Tuesday, February 13, 2007

Five (More) Things To Do With No Net Connection

Last week, Speaking Freely had a popular post on what do with a PC when you have no internet connection.  Tips included cleaning out your bookmarks, deleting old programs, and physically opening your computer to clean the dust out.

"Well," I thought, "I have a good half hour twice a day with no net connection while I'm on the train.  I could use this."  Some of the tips, sure, like cleaning the bookmarks.  But most of those maintenance programs take longer than 20 minutes or so to run, and hibernating your computer in the middle tends to be a bad thing :).  So I've got my own list of shorter tasks you can do when you're only briefly offline:

1) Clean up disk space.  This is different from going in to Add/Remove programs, I'm talking about getting rid of all those old partial downloads that never completed, archive files that you've long since installed, and those various movies that you have no idea how they got on your hard drive.  In Windows, go to Start, Search, All Files and Folders, then under What Size Is It, choose "Large" and hit Search.  Results will start coming up immediately.  Sort by size descending and take a trip down memory lane while deleting all the big ones.  You'll be reclaiming gigs of space in no time.

2) Better iTunes playlists.  I don't know about you, but I'm lousy with my playlists. I have one for "Work Music", for example, but more than half of it I will skip past if I'm not in the mood.  Sitting on the train is a great opportunity to dig into setting up some smarter playlists to track things like 'Only include music that I haven't skipped 10 times' or 'Keep all my newest podcasts together and then sort by date'.

3) Write an eBook.  Face it, your blog isn't making you any money and it isn't likely to anytime soon.  But if you can find a niche where you have enough info to bang out more than a few pages, then there are lots and lots (and lots!) of opportunities to get into selling what are called "information products."   Naturally this isn't the sort of thing you can do in one half hour sitting, but it's a project you can work on if you're regularly without your net connection, as I am.  Heck, you could work on a novel if that's your thing. 

4)  Write some code.  I suppose this only applies to coders, but I'm betting that a large portion of the audience reading blogs these days and hacking their laptop on the train are capable of writing code.  Set yourself up a development environment - IDE, database, language of choice - and have a pet project to work on.  Very few programmers who do it for a living really get to say that they love the particular project that they're paid to work on.  Getting some time every day to work on a project that really does scratch a personal itch for you tends to recharge your batteries for when it comes to banging out code for the day job.  (If you don't have a new project, then dig out an old one and make it better.  Write some unit tests, write some documentation, improve the API.  There's always code to write.)

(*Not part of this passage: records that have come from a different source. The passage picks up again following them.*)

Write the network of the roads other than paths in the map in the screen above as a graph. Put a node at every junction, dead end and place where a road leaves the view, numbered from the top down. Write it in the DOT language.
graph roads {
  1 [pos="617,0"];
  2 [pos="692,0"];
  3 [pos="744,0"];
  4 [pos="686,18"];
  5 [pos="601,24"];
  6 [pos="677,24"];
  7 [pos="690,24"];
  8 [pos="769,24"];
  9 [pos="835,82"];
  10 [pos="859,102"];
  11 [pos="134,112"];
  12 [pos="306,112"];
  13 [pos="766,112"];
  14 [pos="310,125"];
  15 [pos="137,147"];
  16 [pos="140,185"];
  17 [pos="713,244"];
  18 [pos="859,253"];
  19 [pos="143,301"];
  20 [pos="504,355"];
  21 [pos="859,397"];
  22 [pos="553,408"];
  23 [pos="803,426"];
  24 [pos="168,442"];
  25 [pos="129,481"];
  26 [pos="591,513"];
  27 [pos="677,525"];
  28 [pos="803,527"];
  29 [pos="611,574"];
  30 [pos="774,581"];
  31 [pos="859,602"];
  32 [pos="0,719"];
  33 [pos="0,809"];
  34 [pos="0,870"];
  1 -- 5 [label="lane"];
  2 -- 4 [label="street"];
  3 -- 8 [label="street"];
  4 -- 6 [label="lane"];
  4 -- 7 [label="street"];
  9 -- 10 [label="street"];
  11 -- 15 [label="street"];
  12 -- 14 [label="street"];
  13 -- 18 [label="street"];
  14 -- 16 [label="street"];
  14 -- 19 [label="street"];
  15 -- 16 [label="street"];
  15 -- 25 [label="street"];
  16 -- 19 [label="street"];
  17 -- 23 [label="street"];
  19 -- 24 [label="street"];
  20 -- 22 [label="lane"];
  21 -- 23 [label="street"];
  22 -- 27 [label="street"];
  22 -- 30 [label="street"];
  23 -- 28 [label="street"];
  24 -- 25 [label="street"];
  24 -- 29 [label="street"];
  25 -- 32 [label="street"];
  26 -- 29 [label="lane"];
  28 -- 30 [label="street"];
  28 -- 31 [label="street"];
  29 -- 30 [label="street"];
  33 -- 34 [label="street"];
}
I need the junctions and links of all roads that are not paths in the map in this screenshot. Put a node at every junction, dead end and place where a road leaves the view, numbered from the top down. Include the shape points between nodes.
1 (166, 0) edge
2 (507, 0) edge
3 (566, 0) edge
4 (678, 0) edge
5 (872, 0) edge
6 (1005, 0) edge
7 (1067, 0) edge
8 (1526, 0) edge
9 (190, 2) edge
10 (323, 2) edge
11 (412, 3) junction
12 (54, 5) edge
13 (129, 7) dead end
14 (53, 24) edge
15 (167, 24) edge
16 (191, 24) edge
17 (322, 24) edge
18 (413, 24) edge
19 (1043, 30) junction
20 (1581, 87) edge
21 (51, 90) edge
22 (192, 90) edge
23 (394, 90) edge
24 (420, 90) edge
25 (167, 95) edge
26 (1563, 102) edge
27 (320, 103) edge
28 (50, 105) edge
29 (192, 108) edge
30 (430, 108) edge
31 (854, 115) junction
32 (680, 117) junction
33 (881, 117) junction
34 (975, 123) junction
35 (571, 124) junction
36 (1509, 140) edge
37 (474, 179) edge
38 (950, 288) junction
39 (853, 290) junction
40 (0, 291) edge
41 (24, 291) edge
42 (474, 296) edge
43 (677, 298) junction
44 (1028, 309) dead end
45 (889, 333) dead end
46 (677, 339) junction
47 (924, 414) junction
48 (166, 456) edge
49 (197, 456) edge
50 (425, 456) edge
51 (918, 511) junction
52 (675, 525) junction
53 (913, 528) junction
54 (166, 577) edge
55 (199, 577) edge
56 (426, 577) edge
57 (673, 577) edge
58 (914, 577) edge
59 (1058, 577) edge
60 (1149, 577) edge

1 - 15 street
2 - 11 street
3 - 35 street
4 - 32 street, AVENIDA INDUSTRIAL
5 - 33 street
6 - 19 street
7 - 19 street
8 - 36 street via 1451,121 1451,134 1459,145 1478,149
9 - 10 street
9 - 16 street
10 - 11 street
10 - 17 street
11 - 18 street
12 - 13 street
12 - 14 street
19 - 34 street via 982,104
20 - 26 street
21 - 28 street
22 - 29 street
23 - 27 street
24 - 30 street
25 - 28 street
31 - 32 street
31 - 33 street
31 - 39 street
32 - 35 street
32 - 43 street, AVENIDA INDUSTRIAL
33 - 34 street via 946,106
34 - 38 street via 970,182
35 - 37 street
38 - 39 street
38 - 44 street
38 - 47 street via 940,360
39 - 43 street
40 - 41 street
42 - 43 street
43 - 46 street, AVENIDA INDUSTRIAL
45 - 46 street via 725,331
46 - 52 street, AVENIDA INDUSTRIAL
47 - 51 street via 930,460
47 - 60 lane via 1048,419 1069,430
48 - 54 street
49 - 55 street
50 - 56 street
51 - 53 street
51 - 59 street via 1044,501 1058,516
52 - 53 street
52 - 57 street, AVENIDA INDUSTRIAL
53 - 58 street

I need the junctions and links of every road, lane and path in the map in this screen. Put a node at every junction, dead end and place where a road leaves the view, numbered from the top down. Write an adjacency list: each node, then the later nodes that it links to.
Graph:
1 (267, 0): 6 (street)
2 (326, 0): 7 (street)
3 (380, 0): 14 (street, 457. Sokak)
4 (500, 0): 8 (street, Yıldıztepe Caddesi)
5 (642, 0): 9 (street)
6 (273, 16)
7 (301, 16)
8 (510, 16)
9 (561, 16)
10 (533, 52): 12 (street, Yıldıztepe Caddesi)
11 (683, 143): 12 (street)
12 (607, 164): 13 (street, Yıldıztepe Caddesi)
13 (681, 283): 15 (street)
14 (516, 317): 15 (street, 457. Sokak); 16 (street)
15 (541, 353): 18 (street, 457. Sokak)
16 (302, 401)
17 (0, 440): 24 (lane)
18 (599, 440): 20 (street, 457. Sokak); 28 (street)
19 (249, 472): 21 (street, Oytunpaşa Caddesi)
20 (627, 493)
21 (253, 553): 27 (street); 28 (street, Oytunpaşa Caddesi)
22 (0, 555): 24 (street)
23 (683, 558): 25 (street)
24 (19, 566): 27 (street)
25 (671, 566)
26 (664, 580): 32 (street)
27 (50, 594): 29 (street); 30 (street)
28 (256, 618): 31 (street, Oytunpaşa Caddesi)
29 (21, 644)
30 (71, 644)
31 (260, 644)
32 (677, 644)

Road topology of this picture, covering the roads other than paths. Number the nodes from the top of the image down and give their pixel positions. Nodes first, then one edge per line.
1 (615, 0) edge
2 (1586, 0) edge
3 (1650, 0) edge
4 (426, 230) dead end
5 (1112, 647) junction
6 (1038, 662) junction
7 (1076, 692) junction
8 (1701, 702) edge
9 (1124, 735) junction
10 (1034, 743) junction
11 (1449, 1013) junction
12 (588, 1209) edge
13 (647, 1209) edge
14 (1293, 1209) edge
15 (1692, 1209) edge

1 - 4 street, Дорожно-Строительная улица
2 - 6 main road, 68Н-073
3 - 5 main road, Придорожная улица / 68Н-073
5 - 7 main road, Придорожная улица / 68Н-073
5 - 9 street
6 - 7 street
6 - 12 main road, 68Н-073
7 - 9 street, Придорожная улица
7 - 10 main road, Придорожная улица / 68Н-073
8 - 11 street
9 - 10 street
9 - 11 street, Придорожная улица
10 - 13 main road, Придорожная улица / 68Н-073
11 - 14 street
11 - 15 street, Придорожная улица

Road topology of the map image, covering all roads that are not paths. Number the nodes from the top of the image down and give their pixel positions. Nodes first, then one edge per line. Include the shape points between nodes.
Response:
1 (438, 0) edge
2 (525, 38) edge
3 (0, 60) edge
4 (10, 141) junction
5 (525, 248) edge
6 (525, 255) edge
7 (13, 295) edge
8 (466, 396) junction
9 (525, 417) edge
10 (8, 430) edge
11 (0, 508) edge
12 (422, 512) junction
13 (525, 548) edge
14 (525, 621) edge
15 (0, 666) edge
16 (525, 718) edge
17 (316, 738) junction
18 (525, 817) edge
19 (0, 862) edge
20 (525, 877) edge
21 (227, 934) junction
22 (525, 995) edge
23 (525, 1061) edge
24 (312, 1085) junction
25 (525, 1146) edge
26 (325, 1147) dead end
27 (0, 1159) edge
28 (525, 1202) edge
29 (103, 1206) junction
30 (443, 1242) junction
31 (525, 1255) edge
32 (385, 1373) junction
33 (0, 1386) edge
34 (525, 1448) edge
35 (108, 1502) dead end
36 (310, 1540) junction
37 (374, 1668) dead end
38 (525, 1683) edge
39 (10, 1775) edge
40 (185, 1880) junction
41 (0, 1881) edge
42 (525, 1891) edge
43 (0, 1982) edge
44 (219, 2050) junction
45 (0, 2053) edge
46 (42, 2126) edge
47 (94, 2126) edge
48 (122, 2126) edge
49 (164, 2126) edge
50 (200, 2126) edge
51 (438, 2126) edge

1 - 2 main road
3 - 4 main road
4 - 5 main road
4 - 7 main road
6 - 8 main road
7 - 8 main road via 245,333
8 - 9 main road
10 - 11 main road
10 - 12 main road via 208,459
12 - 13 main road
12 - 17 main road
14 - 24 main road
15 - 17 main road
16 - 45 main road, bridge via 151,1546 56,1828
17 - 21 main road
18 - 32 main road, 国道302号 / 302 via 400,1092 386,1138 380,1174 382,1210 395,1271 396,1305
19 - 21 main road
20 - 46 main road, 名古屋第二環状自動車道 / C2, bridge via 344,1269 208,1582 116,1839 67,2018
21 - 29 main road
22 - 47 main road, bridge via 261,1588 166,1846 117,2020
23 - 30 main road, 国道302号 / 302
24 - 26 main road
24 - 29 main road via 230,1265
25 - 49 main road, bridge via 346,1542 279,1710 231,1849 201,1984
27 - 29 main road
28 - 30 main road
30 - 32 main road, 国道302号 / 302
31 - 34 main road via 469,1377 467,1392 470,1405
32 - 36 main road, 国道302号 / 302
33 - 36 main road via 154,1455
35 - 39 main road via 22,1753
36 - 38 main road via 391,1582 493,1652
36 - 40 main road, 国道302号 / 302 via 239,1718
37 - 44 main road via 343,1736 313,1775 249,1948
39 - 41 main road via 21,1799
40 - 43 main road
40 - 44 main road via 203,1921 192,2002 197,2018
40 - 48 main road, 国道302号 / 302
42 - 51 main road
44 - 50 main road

5)  Brainstorm.  Have some sort of wiki or other "scratch pad" on your machine where you can just write stuff.  It could be your todo list for the day, a budget for next month, or a business plan for your hypothetical dotcom.  It could be ideas to present to your boss for how to enhance the product.  In other words spend the time using your brain, and use your laptop as a way to record it.  If you can get into the rhythm of it you end up in a stream of consciousness loop where the ideas get documented literally as fast as you can type them.  Much, much better than staring out the window, getting an idea and simply telling yourself, "I have to remember to email that to the boss when I get home."

BONUS!

6) Catch up on your RSS feeds.  I use a client side reader (Newsgator) for all my RSS needs.  I don't like the server-side ones like Bloglines and Google Reader for exactly this reason, I wouldn't have access.  Before I leave for work in the morning, and again before I leave the office, I make sure to hit the "Get new news items" button and then take off for the train.  Depending on how far behind I am I'll have several hundred posts to scan through.   Without a net connection it's not like I can link back to the story and comment on it, but I can certainly flag it for later.  I don't get images or other embedded objects (like video) either, but luckily that very rarely makes the post unreadable.  Sobasically when I do get back to my net connection I've narrowed down my few hundred posts to just a handful that I want to explore further (or comment on, or link back to).